PROBLEM DETAILS
Answer with a bare number: the count of lines in the data below that contain the word "Parkhomenko".

(Stored data)
-*-

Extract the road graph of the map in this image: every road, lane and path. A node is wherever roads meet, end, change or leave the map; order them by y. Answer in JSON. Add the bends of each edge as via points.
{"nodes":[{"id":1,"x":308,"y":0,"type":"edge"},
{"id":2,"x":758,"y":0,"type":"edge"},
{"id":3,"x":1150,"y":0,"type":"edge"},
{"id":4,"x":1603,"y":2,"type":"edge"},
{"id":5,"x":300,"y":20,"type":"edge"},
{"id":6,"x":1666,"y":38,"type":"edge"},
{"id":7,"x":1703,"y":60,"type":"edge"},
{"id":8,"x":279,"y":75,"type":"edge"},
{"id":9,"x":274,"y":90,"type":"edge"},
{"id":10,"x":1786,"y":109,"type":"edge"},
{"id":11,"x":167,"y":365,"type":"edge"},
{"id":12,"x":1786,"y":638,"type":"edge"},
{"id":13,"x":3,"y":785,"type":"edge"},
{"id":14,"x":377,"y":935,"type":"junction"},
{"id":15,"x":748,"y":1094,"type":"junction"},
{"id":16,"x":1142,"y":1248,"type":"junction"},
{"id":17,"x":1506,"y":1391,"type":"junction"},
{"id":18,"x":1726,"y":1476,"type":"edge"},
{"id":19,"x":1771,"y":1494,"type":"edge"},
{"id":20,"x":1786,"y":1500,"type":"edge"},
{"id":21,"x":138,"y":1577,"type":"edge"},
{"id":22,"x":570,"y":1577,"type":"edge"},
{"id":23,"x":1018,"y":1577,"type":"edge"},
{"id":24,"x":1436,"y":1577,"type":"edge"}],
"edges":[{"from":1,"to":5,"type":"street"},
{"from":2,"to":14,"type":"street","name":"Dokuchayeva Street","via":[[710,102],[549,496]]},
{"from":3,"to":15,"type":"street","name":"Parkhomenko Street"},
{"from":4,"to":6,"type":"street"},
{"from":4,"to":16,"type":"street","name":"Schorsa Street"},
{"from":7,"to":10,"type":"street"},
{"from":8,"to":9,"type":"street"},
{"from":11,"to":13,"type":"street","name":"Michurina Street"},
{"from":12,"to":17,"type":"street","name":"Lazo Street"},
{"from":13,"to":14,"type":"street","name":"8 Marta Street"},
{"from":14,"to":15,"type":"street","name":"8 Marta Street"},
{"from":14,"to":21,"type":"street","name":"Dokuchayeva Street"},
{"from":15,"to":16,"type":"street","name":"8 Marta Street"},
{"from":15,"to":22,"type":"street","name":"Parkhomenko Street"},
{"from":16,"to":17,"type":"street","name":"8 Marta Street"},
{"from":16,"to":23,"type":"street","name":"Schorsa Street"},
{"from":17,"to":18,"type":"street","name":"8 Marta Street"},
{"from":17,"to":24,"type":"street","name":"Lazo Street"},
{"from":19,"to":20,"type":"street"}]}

-*-

EXERCISE RESULT
2